Nothing substantial has changed yet for IP owners but it is worthwhile to note that we seem to be getting a “hard” Brexit, meaning the UK will be withdrawing from the entire EU legal system and its freedoms in general, including the Single Market. We will provide regular updates and guidance from the perspective of a European firm serving many client interests in the UK. Brexit uncertainty is hitting business confidence, albeit not very hard so far: The number of UK trade mark applications increased by about 10 % compared to the years preceding Brexit, as recently reported by UK IPO. Numbers at EUIPO have also increased, however. Also, there has been a slowdown in business investment in the UK which fell by 1 % by the end of 2016 compared with the three months up to the end of September, according to the UK Office for National Statistics. Economy in general and IP owners more specifically apply a “wait and see”-approach which seems reasonable for the time being.

No news is not good news

However, due to political dispute and measures taken by the parties, the starting point for exit negotiations is not promising. Even though all stakeholders seem to agree that IP rights are too important to lose sight of, we do not know how EU Trade Marks, Registered Community Designs and Plant Varieties will be addressed and “converted” into the national UK legal system and what costs the right owners will have to incur. Different approaches are discussed by stakeholders, including

  • entering EU rights into the UK registers automatically by Brexit instrument,
  • entering them upon right owners’ request only, or
  • establishing continuation of effect of EU rights and legal framework in the UK,

to name the most popular. These are models that have been seen in the past and which should not cause many implementation issues. Some augurs predict a “dirty” Brexit without a formal agreement with the EU. This would almost certainly exclude the models 1 and 3 above, and model 2 would be available upon payment of a fee. But there is little evidence so far to suggest that a dirty Brexit is going to happen. The far more relevant practical issues for right owners post-Brexit include

  • Extent of “conversion” – all registered and unregistered EU rights covered?
  • Limitations on free movement of goods with the UK potentially leaving the Common Market entirely?
  • Extended territorial scope of EU licenses and IP rights agreements?
  • Enforcement of EU judgments in the UK with European courts losing authority, and vice versa?
  • Further prosecution of pending cases at EU institutions and UK IPO, with loss of registrations?
  • Transitional periods for IP owners to adapt to new situation post-Brexit?
  • procedural issues considered, e.g. re-examination required, grace period of non-use transferred or renewed, novelty grace periods considered, priorities and seniorities accepted, domicile rules met and professional representation possible?

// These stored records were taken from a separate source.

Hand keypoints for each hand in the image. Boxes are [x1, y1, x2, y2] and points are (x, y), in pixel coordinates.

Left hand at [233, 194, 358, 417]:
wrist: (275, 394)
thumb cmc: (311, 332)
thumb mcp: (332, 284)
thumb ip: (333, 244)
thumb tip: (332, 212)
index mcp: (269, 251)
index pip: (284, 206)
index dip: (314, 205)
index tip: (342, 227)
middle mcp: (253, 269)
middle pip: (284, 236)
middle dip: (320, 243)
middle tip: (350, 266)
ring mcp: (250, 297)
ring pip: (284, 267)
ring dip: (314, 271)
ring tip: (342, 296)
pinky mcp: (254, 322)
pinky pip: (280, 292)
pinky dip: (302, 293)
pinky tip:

Patience required – and keeping track of developments

Whatever the outcome may be, right owners are well advised to accept that there will be no quick fix to these complex issues and that the best part of the two years’ term may very well have expired before these issues become clearer. In most cases, a down-to-earth analysis from the more neutral European perspective will do for the time being. Do not make hasty decisions by over-nationalizing your portfolio. However, where there are pending projects that may emphasize the UK, it is sensible to seek advice on how to best navigate the situation and obtain the best possible result for your IP portfolio and IP contracts.


  • do not risk a territorial gap in filing and watch services,
  • do not abandon existing trade marks,
  • check existing IP-related contracts,
  • check use situation,
  • check legal basis of pending matters,
  • secure useful domains,
  • verify residence/representation in EU/the UK.